Warren and Brown said that lawmakers who back it have confused regulatory relief for small institutions with loosened regulations for the entire industry. Brown, the committee’s ranking Democrat, said that while he supports the principle of giving community banks regulatory relief, he thinks the bill reflects the priorities of larger players in the industry at the price of increasing the risk of a bailout of a failing bank.

His office noted in a flyer distributed last week that increased systemic risk caused by lax stress testing or an increased SIFI threshold could disadvantage small financial institutions by way of the Federal Deposit Insurance Corp.

“When the FDIC is forced to pay out money to cover the cost of a big bank collapse, smaller community banks are forced to pay more to replenish the fund,” the flyer read.

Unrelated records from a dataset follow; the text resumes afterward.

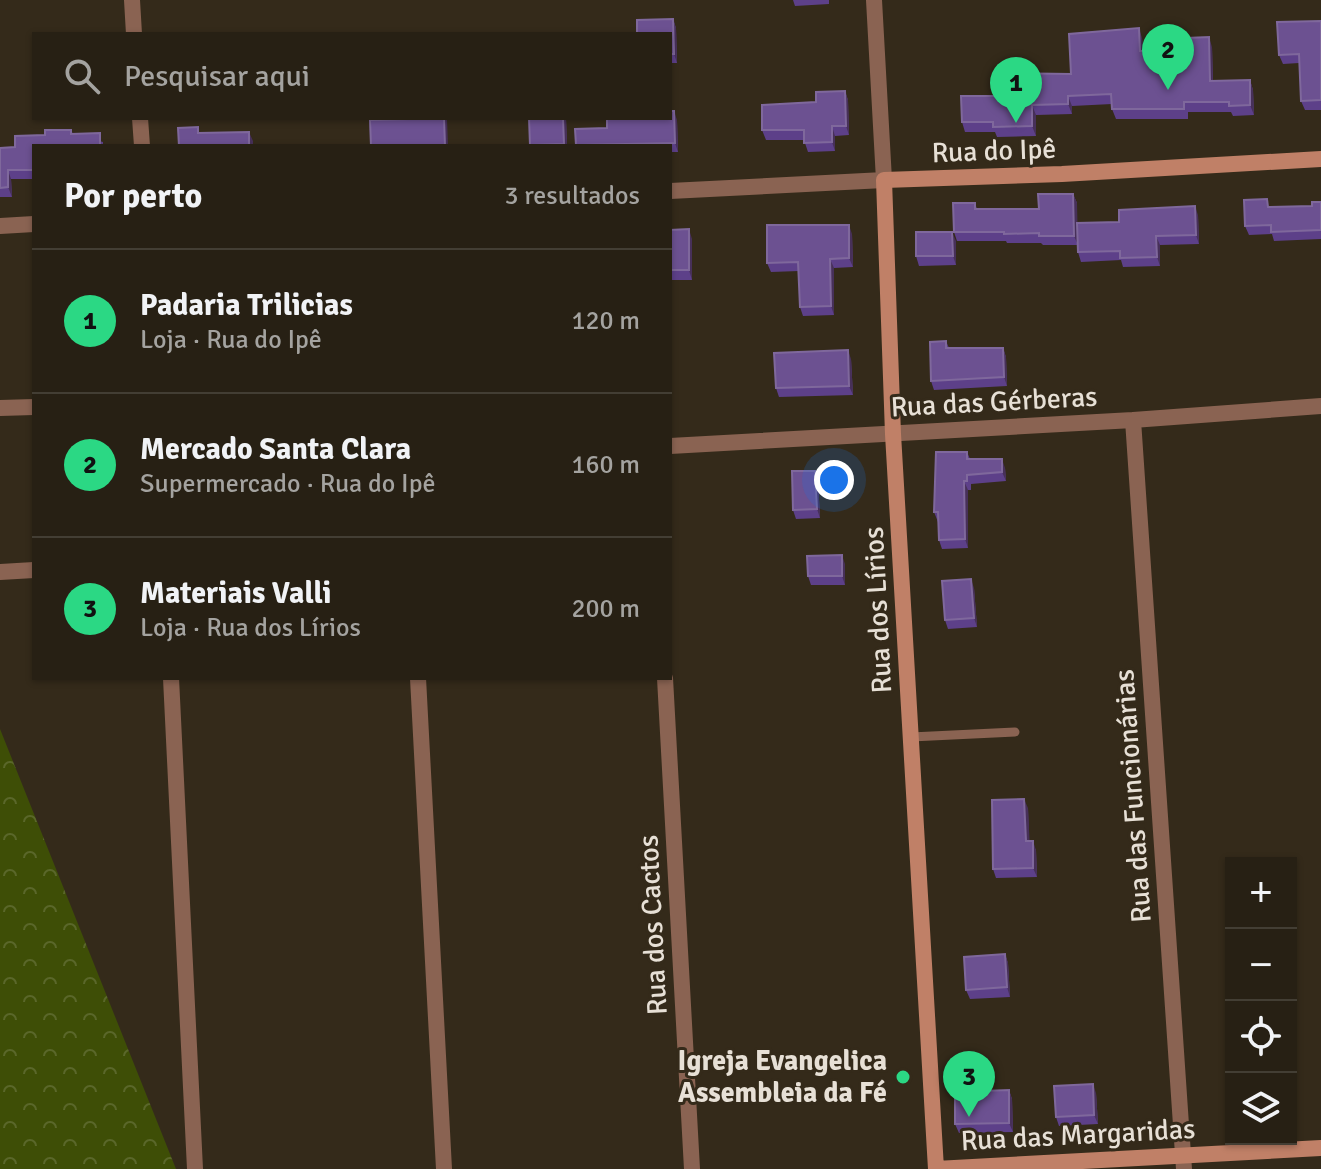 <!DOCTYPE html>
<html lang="pt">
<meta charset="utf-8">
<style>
body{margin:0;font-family:Signika,sans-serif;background:#332d22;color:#f1f3f6}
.controls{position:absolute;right:24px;bottom:24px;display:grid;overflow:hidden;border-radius:0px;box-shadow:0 2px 6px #0004}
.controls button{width:72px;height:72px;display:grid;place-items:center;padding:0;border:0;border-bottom:2px solid #433e34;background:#272014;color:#f1f3f6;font:40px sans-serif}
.you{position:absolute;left:834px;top:480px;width:28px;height:28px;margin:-20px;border:6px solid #fff;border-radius:50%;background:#1a73e8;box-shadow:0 0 0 12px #1a73e833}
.badge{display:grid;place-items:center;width:52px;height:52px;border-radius:50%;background:#2bd884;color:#111;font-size:26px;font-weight:700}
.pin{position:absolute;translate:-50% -66px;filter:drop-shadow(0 2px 4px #0008)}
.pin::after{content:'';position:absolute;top:42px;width:28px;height:24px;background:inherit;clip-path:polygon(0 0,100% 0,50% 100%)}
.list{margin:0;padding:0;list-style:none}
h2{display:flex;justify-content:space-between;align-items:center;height:104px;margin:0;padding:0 32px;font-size:34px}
h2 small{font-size:26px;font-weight:400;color:#a4a3a0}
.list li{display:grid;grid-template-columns:52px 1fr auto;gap:24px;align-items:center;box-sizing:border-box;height:144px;padding:0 32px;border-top:2px solid #433e34}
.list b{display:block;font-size:30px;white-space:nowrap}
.list p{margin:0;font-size:26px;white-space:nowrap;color:#a4a3a0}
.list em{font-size:26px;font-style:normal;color:#a4a3a0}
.icon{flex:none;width:44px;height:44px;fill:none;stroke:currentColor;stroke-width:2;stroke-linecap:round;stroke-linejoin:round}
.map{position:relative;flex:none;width:1321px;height:1169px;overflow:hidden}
.search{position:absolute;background:#272014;box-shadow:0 2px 6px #0004;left:32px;top:32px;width:640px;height:88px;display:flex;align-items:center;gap:20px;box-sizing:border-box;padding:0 28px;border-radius:0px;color:#a4a3a0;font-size:30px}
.panel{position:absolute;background:#272014;box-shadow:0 2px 6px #0004;left:32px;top:144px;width:640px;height:536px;border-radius:0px}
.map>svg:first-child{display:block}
.forest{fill:url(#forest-crowns)}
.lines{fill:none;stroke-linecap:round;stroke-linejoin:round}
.lane{stroke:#8a6352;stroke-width:9}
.street{stroke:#8a6352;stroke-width:16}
.secondary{stroke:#c08067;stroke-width:16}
.wall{fill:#5d4089}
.shaded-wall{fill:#473059}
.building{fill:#6c5191;stroke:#7f689c;stroke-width:2}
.poi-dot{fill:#2bd884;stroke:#342a1a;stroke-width:3}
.labels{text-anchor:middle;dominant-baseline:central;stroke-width:6;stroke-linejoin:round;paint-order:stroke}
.street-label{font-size:28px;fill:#e7e0d6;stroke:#342a1a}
.poi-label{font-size:28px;font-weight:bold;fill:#e7e0d6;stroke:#342a1a;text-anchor:end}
</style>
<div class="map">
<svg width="1321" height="1169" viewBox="0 0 1321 1169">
<defs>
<pattern id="forest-crowns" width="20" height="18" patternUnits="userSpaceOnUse" patternTransform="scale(2)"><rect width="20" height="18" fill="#3e4e06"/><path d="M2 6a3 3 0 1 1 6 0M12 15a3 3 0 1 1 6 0" fill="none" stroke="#5a672a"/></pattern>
</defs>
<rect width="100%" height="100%" fill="#342a1a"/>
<!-- forest -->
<path class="forest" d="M0 729 176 1169H0Z"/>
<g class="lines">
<!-- lane -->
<path class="lane" d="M911 737 1015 732"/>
<!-- street -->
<path class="street" d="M132 0 134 34
M140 118 142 146
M670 191 884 180 874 0
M0 226 34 224
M0 408 34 407
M1133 420 1184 1169
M670 446 1133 420 1321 406
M0 572 34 570
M171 678 195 1169
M418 678 444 1169
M665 678 692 1169"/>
<!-- secondary -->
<path class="secondary" d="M1321 159 1062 174 884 180 893 434 936 1169 1321 1148"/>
</g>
<!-- wall -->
<path class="wall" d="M793 0H829V4L795 6Z
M673 19 676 28 677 63H670V34Z
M1321 21V110H1305L1301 101 1299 63 1283 64 1279 55Z
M1142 38 1143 51 1212 47 1213 81 1250 80 1253 90 1254 115 1233 116 1231 112H1188V119H1116L1112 109V104L1072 106V114L1036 115V136L997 137 995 132H965L962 122 998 96 1071 74Z
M845 91 848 100 849 135 835 136V151L808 152 804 140H766L762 130 816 102Z
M529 118H566L567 146H531Z
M677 120 678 152H670V146H576L607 128Z
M71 130 73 134 103 142V146H34V179H11L12 197H0V148L15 147Z
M1073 194 1077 203V223L1119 222 1198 215 1199 244 1160 245V266L1123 267 1121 260 1081 262 1078 252V245H1043L1041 243H1007L1006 241H957L954 232 975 203 977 209H1039Z
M1321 202V239L1274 241 1272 234 1249 235 1245 226 1270 207 1312 206Z
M670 230 692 239V280H670Z
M852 234 853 267 834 268V315L803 316 800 307 799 271 771 272 767 263Z
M956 241V265L919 266 916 256Z
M946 341 949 348H1003L1006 357 1007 386 934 390 931 381Z
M851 359 853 395 779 397 776 388Z
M967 452 970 459 1005 468 1006 481 971 484V490H968V548L942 549 939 540 938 522 934 512Z
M815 471 818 480 820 518 796 519 793 510Z
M845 564V585H811L808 576Z
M974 588 977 627 948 629 945 620Z
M1028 808 1029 841 1036 850 1037 877 996 878 993 869Z
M1005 954 1008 963 1010 997 970 999 966 990Z
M1009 1090 1012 1099 1013 1132 959 1133 955 1124Z
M1096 1093 1098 1124 1059 1126 1056 1117Z"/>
<!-- shaded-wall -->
<path class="shaded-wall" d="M673 19 676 28 677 63 674 54Z
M1139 28 1142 38 1144 61 1140 51Z
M1209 37 1212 47 1213 91 1210 81Z
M1250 80 1253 90 1254 115 1250 105Z
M845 91 848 100 849 135 846 126Z
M1068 96 1072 106V114L1068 104Z
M1032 105 1036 115V136L1032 126Z
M674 111 677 120 678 152 675 143Z
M444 118H447L448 146H445Z
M563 118H566L567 146H565L564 144Z
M832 126 835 136V151L832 142Z
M249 132 253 141V146H249Z
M8 170 11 179 12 197 8 187Z
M1073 194 1077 203 1078 245 1074 236Z
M1195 206 1198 215 1199 244 1196 235Z
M849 225 852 234 853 267 849 258Z
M689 229 692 239V280L689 270Z
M952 232 956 241V265L953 256Z
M1156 236 1160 245V266L1157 257Z
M830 259 834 268V315L831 306Z
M1003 348 1006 357 1007 386 1004 377Z
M848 350 851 359 853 395 849 386Z
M1002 459 1005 468 1006 481 1002 472Z
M815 471 818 480 820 518 817 509Z
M964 481 968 490V548L965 539Z
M842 555 845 564V585L842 576Z
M971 579 974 588 977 627 974 618Z
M1024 799 1028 808 1030 850 1026 841Z
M1033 841 1036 850 1037 877 1033 868Z
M1005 954 1008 963 1010 997 1007 987Z
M1093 1084 1096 1093 1098 1124 1094 1115Z
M1009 1090 1012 1099 1013 1132 1009 1123Z"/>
<!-- building -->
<path class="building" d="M673 19 674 54H670V34H637V20Z
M1321 21V100L1301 101 1299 54 1279 55 1277 22Z
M1139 28 1140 51 1186 50V38L1209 37 1210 81 1250 80V105L1229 106V102H1184V109H1112L1111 94 1068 96V104L1032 105V126L993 127V122H962L961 96H998V73L1071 74 1069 34Z
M845 91 846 126H832V142L804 143V130H762V105L816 102V92Z
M670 111H674L675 143 576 145 575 129 607 128V119L670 118Z
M409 118H444L445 146H371L370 120 409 119Z
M529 118H563L564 144 530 145Z
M198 127V133L249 132V146H179L178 128Z
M45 130H71V134L100 133V146H34V170H8V187L0 188V148L15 147V136L45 135Z
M1038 194H1073L1074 236H1039V233L1004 234V232H954L953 203H975V209H1039Z
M1267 199 1268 207 1312 206V202H1321V230L1271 232V225L1245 226 1244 200Z
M1195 206 1196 235 1156 236 1157 257 1120 258V251L1078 252 1077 223 1119 222V210Z
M767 225H849V258L830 259 831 306 800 307 798 262 767 263Z
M689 229V270H670V230Z
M916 232H952L953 256H916Z
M946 341V348H1003L1004 377 931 381 930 342Z
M848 350 849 386 776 388 774 353Z
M936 452H967V459H1002V472L967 475V481H964L965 539 939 540 938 512H934Z
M792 471H815L817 509 793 510Z
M842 555V576H808L807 556Z
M971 579 974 618 945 620 942 581Z
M1024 799 1026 841H1033V868L993 869 992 800Z
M1005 954 1007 987 966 990 964 957Z
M1093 1084 1094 1115 1056 1117 1054 1086Z
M1009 1090V1123L955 1124V1092Z"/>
<!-- markers -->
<circle class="poi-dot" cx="903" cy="1077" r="8"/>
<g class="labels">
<!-- street labels -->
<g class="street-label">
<text transform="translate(994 151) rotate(-2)">Rua do Ipê</text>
<text transform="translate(994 402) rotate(-3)">Rua das Gérberas</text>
<text transform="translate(878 610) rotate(-93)">Rua dos Lírios</text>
<text transform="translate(1133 796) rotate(-94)">Rua das Funcionárias</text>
<text transform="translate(653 925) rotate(-93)">Rua dos Cactos</text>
<text transform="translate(1078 1135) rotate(-3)">Rua das Margaridas</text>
</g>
<!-- poi labels -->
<g class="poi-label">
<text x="887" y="1061">Igreja Evangelica<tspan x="887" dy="32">Assembleia da Fé</tspan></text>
</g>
</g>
</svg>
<div class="controls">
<button>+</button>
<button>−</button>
<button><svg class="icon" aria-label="locate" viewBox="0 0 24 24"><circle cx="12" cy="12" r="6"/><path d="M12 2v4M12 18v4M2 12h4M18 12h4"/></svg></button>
<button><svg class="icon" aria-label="layers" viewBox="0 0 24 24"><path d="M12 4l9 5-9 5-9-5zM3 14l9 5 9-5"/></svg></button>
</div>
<div class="you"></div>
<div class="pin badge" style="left:1016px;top:123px">1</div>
<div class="pin badge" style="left:1168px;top:90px">2</div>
<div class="pin badge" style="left:969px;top:1117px">3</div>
<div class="search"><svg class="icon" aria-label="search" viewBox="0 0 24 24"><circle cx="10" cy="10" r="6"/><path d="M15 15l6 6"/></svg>Pesquisar aqui</div>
<section class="panel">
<h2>Por perto<small>3 resultados</small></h2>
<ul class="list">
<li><span class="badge">1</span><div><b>Padaria Trilicias</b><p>Loja · Rua do Ipê</p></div><em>120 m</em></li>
<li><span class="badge">2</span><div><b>Mercado Santa Clara</b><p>Supermercado · Rua do Ipê</p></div><em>160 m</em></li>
<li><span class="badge">3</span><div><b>Materiais Valli</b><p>Loja · Rua dos Lírios</p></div><em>200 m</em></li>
</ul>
</section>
</div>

Brown’s views are not shared by other critics of large banks, including small-institution industry groups like the Independent Community Bankers of America.

Paul Merski, ICBA’s executive vice president for congressional relations, said in a Monday interview that he trusts the Federal Reserve to keep standards high for large institutions it supervises.

“I believe the Fed will still have plenty of discretion to apply the standards that they need to keep these banks safe, and have the oversight that they need without overly onerous stress tests,” Merski said, adding that Dodd-Frank rules intended to regulate large institutions have also ensnared smaller banks “that really would be fine with oversight that is not as prescriptive as the Dodd-Frank statutes.”

ICBA backs the legislation, Merski said, because it’s a test of what kinds of Dodd-Frank changes lawmakers are capable of passing on a bipartisan basis.

“There’s been plenty of one-sided efforts on the Republican side and Democratic side to make changes to Dodd-Frank, but this is really the U.S. Senate’s first test case” on how well a bipartisan agreement will play out, he said.